Assigned task
Wherever a line of the listing holds the string "main", copy that line.

===============

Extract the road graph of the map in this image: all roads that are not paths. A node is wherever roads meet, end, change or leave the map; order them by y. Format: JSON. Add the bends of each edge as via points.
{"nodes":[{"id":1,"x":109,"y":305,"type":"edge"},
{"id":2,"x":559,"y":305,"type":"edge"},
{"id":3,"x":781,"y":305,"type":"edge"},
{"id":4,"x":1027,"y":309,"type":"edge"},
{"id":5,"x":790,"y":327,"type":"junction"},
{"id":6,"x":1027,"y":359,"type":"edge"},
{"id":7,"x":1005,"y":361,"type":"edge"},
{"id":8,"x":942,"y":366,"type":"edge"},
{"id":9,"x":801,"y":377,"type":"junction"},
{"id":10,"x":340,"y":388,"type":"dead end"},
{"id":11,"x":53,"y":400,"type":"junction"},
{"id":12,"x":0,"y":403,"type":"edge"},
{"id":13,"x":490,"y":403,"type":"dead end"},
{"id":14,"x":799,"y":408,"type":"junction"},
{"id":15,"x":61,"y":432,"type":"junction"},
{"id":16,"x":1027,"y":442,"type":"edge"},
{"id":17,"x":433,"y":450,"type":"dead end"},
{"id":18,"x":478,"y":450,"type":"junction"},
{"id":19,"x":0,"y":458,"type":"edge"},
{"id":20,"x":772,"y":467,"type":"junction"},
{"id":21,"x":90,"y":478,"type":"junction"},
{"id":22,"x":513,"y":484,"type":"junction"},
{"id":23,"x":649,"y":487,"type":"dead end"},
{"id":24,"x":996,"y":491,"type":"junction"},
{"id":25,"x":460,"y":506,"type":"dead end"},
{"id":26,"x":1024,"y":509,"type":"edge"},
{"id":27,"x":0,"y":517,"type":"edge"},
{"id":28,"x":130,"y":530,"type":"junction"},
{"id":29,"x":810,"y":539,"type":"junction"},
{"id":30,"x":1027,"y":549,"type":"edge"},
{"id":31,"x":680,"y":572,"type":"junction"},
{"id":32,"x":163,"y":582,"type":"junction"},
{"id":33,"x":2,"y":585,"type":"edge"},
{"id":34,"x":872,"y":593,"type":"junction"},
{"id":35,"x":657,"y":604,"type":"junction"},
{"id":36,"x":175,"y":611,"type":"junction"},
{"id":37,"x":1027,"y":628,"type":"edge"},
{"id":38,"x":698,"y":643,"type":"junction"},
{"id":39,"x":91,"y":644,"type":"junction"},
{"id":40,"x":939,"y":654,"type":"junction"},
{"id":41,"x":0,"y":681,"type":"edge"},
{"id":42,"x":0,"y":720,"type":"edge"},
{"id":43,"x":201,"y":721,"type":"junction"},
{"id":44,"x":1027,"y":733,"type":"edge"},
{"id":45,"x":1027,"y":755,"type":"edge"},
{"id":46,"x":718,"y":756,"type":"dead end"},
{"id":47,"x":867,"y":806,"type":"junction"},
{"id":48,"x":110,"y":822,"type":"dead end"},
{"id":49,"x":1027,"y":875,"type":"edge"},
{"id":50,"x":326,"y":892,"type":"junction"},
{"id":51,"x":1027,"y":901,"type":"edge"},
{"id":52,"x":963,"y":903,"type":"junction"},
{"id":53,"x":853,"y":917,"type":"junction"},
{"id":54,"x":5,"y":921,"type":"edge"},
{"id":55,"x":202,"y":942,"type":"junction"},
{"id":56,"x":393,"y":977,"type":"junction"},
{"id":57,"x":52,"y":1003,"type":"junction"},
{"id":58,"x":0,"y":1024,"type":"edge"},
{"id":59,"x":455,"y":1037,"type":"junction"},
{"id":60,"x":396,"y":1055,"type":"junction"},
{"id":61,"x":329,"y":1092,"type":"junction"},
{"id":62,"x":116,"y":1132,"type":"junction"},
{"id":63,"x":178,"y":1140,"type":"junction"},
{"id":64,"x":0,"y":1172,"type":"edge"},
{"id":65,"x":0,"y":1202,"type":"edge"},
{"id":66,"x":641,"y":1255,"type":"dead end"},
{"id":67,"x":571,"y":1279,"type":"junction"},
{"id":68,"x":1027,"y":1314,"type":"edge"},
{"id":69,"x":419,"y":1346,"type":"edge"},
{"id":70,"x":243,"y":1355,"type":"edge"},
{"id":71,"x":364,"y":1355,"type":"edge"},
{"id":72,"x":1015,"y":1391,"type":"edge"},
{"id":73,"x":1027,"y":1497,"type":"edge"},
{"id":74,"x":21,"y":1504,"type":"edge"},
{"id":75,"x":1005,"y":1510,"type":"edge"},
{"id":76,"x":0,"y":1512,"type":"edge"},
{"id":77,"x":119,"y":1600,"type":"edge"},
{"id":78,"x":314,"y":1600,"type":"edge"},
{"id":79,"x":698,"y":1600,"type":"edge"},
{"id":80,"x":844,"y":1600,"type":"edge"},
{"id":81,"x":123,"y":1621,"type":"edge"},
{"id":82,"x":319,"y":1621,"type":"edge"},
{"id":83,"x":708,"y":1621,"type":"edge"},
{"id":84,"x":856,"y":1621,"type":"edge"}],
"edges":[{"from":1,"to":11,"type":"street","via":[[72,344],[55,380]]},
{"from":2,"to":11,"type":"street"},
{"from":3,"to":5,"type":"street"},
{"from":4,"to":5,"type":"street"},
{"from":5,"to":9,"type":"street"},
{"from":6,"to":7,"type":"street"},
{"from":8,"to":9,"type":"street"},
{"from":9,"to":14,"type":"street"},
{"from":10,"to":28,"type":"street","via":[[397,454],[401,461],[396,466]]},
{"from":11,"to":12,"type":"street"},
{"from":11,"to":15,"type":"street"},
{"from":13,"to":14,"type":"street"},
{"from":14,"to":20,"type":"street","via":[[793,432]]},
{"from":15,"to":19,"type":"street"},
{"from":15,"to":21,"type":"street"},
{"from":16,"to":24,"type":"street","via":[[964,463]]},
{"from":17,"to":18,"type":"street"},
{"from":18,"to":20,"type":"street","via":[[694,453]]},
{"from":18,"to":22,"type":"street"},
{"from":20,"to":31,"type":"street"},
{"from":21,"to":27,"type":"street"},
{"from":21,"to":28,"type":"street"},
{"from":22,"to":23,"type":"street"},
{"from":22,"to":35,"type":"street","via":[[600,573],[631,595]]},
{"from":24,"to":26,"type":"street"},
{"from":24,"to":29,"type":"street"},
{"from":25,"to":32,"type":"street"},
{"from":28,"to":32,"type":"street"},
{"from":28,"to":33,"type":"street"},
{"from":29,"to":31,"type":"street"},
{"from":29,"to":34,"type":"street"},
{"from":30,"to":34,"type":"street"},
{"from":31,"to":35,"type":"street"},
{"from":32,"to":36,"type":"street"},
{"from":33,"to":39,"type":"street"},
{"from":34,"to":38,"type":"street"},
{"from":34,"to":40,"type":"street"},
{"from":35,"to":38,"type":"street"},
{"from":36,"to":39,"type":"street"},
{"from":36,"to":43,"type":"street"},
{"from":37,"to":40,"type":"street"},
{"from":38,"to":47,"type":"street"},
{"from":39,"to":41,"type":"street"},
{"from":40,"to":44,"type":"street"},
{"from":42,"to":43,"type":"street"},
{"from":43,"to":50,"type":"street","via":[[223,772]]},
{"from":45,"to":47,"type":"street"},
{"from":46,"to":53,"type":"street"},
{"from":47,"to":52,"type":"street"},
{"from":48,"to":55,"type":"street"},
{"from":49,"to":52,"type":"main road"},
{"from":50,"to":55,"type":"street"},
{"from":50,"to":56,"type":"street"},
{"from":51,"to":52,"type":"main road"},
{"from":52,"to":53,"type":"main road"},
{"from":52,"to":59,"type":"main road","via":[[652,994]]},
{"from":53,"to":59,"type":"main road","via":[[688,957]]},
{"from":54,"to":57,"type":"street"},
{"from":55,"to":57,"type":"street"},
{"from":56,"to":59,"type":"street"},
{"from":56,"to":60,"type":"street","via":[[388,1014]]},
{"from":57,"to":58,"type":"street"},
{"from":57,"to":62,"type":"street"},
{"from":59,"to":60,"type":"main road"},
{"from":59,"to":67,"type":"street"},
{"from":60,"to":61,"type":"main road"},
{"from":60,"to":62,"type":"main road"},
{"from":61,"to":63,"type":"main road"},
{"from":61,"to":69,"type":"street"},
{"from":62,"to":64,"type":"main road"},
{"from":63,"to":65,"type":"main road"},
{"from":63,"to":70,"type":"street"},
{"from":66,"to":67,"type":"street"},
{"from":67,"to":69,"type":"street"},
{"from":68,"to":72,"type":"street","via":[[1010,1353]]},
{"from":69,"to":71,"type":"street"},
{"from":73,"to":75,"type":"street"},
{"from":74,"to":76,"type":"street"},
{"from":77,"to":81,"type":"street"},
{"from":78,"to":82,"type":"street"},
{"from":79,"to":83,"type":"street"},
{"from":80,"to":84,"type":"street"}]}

===============

Result of this task
{"from":49,"to":52,"type":"main road"},
{"from":51,"to":52,"type":"main road"},
{"from":52,"to":53,"type":"main road"},
{"from":52,"to":59,"type":"main road","via":[[652,994]]},
{"from":53,"to":59,"type":"main road","via":[[688,957]]},
{"from":59,"to":60,"type":"main road"},
{"from":60,"to":61,"type":"main road"},
{"from":60,"to":62,"type":"main road"},
{"from":61,"to":63,"type":"main road"},
{"from":62,"to":64,"type":"main road"},
{"from":63,"to":65,"type":"main road"},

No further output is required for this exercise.